Search code examples
securityhashtheory

Security: longer keys versus more available characters


I apologize if this has been answered before, but I was not able to find anything. This question was inspired by a comment on another security-related question here on SO:

How to generate a random, long salt for use in hashing?

The specific comment is as follows (sixth comment of accepted answer):

...Second, and more importantly, this will only return hexadecimal characters - i.e. 0-9 and A-F. It will never return a letter higher than an F. You're reducing your output to just 16 possible characters when there could be - and almost certainly are - many other valid characters.

– AgentConundrum Oct 14 '12 at 17:19

This got me thinking. Say I had some arbitrary series of bytes, with each byte being randomly distributed over 2^(8). Let this key be A. Now suppose I transformed A into its hexadecimal string representation, key B (ex. 0xde 0xad 0xbe 0xef => "d e a d b e e f").

Some things are readily apparent:

  • len(B) = 2 len(A)
  • The symbols in B are limited to 2^(4) discrete values while the symbols in A range over 2^(8)
  • A and B represent the same 'quantities', just using different encoding.

My suspicion is that, in this example, the two keys will end up being equally as secure (otherwise every password cracking tool would just convert one representation to another for quicker attacks). External to this contrived example, however, I suspect there is an important security moral to take away from this; especially when selecting a source of randomness.

So, in short, which is more desirable from a security stand point: longer keys or keys whose values cover more discrete symbols?

I am really interested in the theory behind this, so an extra bonus gold star (or at least my undying admiration) to anyone who can also provide the math / proof behind their conclusion.


Solution

  • Let's start with a binary string of length 8. The possible combinations are all permutations from 00000000 and 11111111. This gives us a keyspace of 2^8, or 256 possible keys. Now let's look at option A:

    A: Adding one additional bit. We now have a 9-bit string, so the possible values are between 000000000 and 111111111, which gives us a keyspace size of 2^9, or 512 keys. We also have option B, however.

    B: Adding an additional value to the keyspace (NOT the keyspace size!): Now let's pretend we have a trinary system, where the accepted numbers are 0, 1, and 2. Still assuming a string of length 8, we have 3^8, or 6561 keys...clearly much higher.

    However! Trinary does not exist!

    Let's look at your example. Please be aware I will be clarifying some of it, which you may have been confused about.
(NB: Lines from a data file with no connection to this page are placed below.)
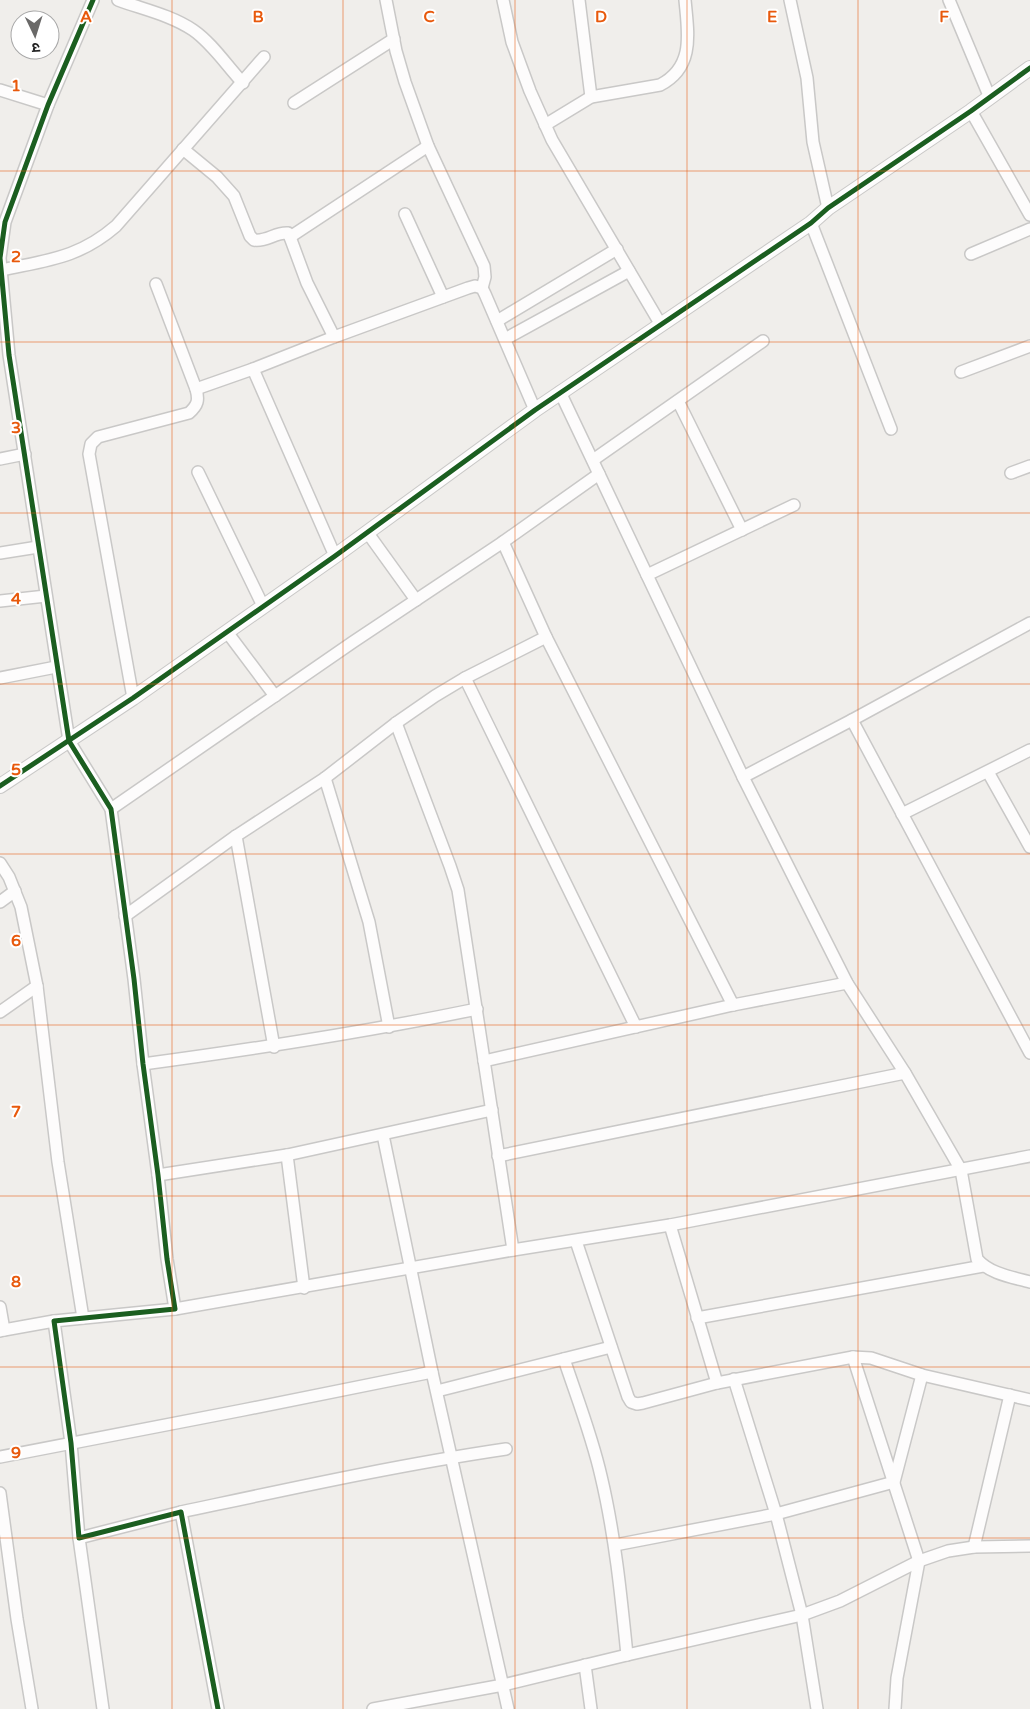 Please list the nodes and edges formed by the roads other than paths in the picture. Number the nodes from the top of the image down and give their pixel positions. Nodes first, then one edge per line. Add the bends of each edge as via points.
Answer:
1 (93, 0) edge
2 (118, 0) edge
3 (386, 0) edge
4 (503, 0) edge
5 (579, 0) edge
6 (685, 0) edge
7 (790, 0) edge
8 (949, 0) edge
9 (394, 38) junction
10 (264, 57) dead end
11 (1030, 68) edge
12 (243, 83) junction
13 (0, 90) edge
14 (591, 96) junction
15 (990, 98) junction
16 (294, 102) dead end
17 (48, 106) junction
18 (972, 111) junction
19 (545, 125) junction
20 (428, 146) junction
21 (183, 149) junction
22 (828, 208) junction
23 (405, 214) dead end
24 (1030, 215) edge
25 (2, 221) edge
26 (811, 223) junction
27 (1030, 229) edge
28 (290, 237) junction
29 (616, 249) junction
30 (971, 254) dead end
31 (2, 270) junction
32 (630, 271) junction
33 (156, 284) dead end
34 (482, 288) junction
35 (443, 297) junction
36 (497, 321) junction
37 (661, 325) junction
38 (334, 337) junction
39 (505, 340) junction
40 (763, 342) dead end
41 (1030, 346) edge
42 (5, 355) edge
43 (253, 369) junction
44 (961, 372) dead end
45 (196, 389) junction
46 (560, 392) junction
47 (678, 401) junction
48 (535, 410) junction
49 (891, 429) dead end
50 (25, 454) junction
51 (0, 459) edge
52 (593, 460) junction
53 (1030, 466) edge
54 (198, 472) dead end
55 (1011, 473) dead end
56 (599, 474) junction
57 (794, 505) dead end
58 (742, 530) junction
59 (367, 532) junction
60 (503, 542) junction
61 (38, 547) junction
62 (0, 553) edge
63 (335, 556) junction
64 (647, 575) junction
65 (46, 596) junction
66 (416, 600) junction
67 (0, 601) edge
68 (263, 606) junction
69 (1030, 623) edge
70 (227, 632) junction
71 (546, 637) junction
72 (56, 667) junction
73 (0, 678) edge
74 (466, 678) junction
75 (274, 696) junction
76 (133, 698) junction
77 (852, 720) junction
78 (396, 723) junction
79 (68, 741) junction
80 (1030, 750) edge
81 (988, 772) junction
82 (743, 777) junction
83 (325, 778) junction
84 (0, 786) edge
85 (111, 810) junction
86 (902, 814) junction
87 (236, 836) junction
88 (1030, 847) edge
89 (0, 863) edge
90 (15, 891) junction
91 (0, 902) edge
92 (125, 916) junction
93 (847, 983) junction
94 (37, 986) junction
95 (733, 1005) junction
96 (477, 1009) junction
97 (0, 1012) edge
98 (389, 1027) junction
99 (636, 1027) junction
100 (274, 1046) junction
101 (1030, 1053) edge
102 (484, 1061) junction
103 (143, 1064) junction
104 (906, 1073) junction
105 (492, 1110) junction
106 (383, 1134) junction
107 (287, 1155) junction
108 (498, 1156) junction
109 (1030, 1156) edge
110 (961, 1170) junction
111 (158, 1175) junction
112 (670, 1225) junction
113 (576, 1241) junction
114 (513, 1250) junction
115 (983, 1266) junction
116 (412, 1269) junction
117 (1030, 1282) edge
118 (304, 1288) junction
119 (0, 1307) edge
120 (175, 1309) junction
121 (84, 1318) junction
122 (697, 1318) junction
123 (54, 1321) junction
124 (2, 1330) edge
125 (611, 1347) junction
126 (853, 1357) junction
127 (564, 1359) junction
128 (432, 1372) junction
129 (922, 1375) junction
130 (734, 1379) junction
131 (717, 1383) junction
132 (437, 1391) junction
133 (1010, 1396) junction
134 (1030, 1400) edge
135 (71, 1443) junction
136 (506, 1449) dead end
137 (0, 1457) edge
138 (452, 1457) junction
139 (894, 1482) junction
140 (0, 1493) edge
141 (182, 1512) junction
142 (776, 1514) junction
143 (79, 1538) junction
144 (615, 1545) junction
145 (1030, 1546) edge
146 (974, 1547) junction
147 (919, 1561) junction
148 (802, 1615) junction
149 (627, 1655) junction
150 (585, 1665) junction
151 (504, 1686) junction
152 (32, 1709) edge
153 (104, 1709) edge
154 (218, 1709) edge
155 (373, 1709) edge
156 (508, 1709) edge
157 (591, 1709) edge
158 (817, 1709) edge
159 (895, 1709) edge

1 - 17 street
2 - 12 street via 192,30
3 - 9 street
4 - 19 street via 512,42
5 - 14 street
6 - 14 street via 687,47 677,72 660,85
7 - 22 street via 807,78 813,142
8 - 15 street
9 - 16 street
9 - 20 street via 405,82
10 - 12 street
11 - 15 street
12 - 21 street
13 - 17 street
14 - 19 street
15 - 18 street
17 - 25 street
18 - 22 street
18 - 24 street
19 - 29 street
20 - 28 street
20 - 34 street via 482,259 485,272
21 - 28 street via 234,196 254,240 267,240 282,233 288,233
21 - 31 street via 102,238 67,256
22 - 26 street
23 - 35 street
25 - 31 street
26 - 37 street
26 - 49 street
27 - 30 street
28 - 38 street via 307,283
29 - 32 street
29 - 36 street
31 - 42 street
32 - 37 street
32 - 39 street
33 - 45 street
34 - 35 street via 475,286
34 - 36 street
35 - 38 street
36 - 39 street
37 - 46 street
38 - 43 street
39 - 48 street
40 - 47 street
41 - 44 street
42 - 50 street
43 - 45 street
43 - 63 street
45 - 76 street via 196,407 189,413 98,437 91,444 89,454
46 - 48 street
46 - 52 street
47 - 52 street
47 - 58 street
48 - 59 street
50 - 51 street
50 - 61 street
52 - 56 street
53 - 55 street
54 - 68 street
56 - 60 street
56 - 64 street
57 - 58 street
58 - 64 street
59 - 63 street
59 - 66 street
60 - 66 street
60 - 71 street
61 - 62 street
61 - 65 street
63 - 68 street
64 - 82 street
65 - 67 street
65 - 72 street
66 - 75 street
68 - 70 street
69 - 77 street
70 - 75 street
70 - 76 street
71 - 74 street
71 - 95 street
72 - 73 street
72 - 79 street
74 - 78 street
74 - 99 street
75 - 85 street
76 - 79 street
77 - 82 street
77 - 86 street
78 - 83 street
78 - 96 street via 458,890
79 - 84 street
79 - 85 street
80 - 81 street
81 - 86 street
81 - 88 street
82 - 93 street
83 - 87 street
83 - 98 street via 369,922
85 - 92 street
86 - 101 street
87 - 92 street
87 - 100 street
89 - 90 street
90 - 91 street
90 - 94 street
92 - 103 street
93 - 95 street
93 - 104 street
94 - 97 street
94 - 121 street via 58,1162
95 - 99 street
96 - 98 street
96 - 102 street
98 - 100 street
99 - 102 street
100 - 103 street
102 - 105 street
103 - 111 street
104 - 108 street
104 - 110 street
105 - 106 street
105 - 108 street
106 - 107 street
106 - 116 street
107 - 111 street
107 - 118 street
108 - 114 street
109 - 110 street
110 - 112 street
110 - 115 street via 974,1249
111 - 120 street
112 - 113 street
112 - 122 street
113 - 114 street
113 - 125 street
114 - 116 street
115 - 117 street
115 - 122 street
116 - 118 street
116 - 128 street
118 - 120 street
119 - 124 street
120 - 121 street
121 - 123 street
122 - 131 street
123 - 124 street
123 - 135 street
125 - 127 street
125 - 131 street via 631,1402 637,1404
126 - 129 street via 871,1358
126 - 130 street
126 - 139 street
127 - 132 street
127 - 144 street via 595,1452
128 - 132 street
128 - 135 street
129 - 133 street
129 - 139 street
130 - 131 street
130 - 142 street
132 - 138 street
133 - 134 street
133 - 146 street
135 - 137 street
135 - 143 street
136 - 138 street
138 - 141 street
138 - 151 street
139 - 142 street
139 - 147 street
140 - 152 street
141 - 143 street
141 - 154 street
142 - 144 street
142 - 148 street
143 - 153 street
144 - 149 street
145 - 146 street
146 - 147 street via 948,1550
147 - 148 street via 840,1601
147 - 159 street
148 - 149 street
148 - 158 street
149 - 150 street
150 - 151 street
150 - 157 street
151 - 155 street
151 - 156 street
Begin with a 4-BYTE (or 32-bit) bitstring: 11011110 10101101 10111110 11101111 (this is, btw, the bitstring equivalent to 0xDEADBEEF)

    Since our possible values for each digit are 0 or 1, the base of our exponent is 2. Since there are 32 bits, we have 2^32 as the strength of this key. Now let's look at your second key, DEADBEEF. Each "digit" can be a value from 0-9, or A-F. This gives us 16 values. We have 8 "digits", so our exponent is 16^8...which also equals 2^32! So those keys are equal in strength (also, because they are the same thing).

    But we're talking about REAL passwords, not just those silly little binary things. Consider an alphabetical password with only lowercase letters of length 8: we have 26 possible characters, and 8 of them, so the strength is 26^8, or 208.8 billion (takes about a minute to brute force). Adding one character to the length yields 26^9, or 5.4 trillion combinations: 20 minutes or so. Let's go back to our 8-char string, but add a character: the space character. now we have 27^8, which is 282 billion....FAR LESS than adding an additional character!

    The proper solution, of course, is to do both: for instance, 27^9 is 7.6 trillion combinations, or about half an hour of cracking. An 8-character password using upper case, lower case, numbers, special symbols, and the space character would take around 20 days to crack....still not nearly strong enough. Add another character, and it's 5 years.

    As a reference, I usually make my passwords upwards of 16 characters, and they have at least one Cap, one space, one number, and one special character. Such a password at 16 characters would take several (hundred) trillion years to brute force.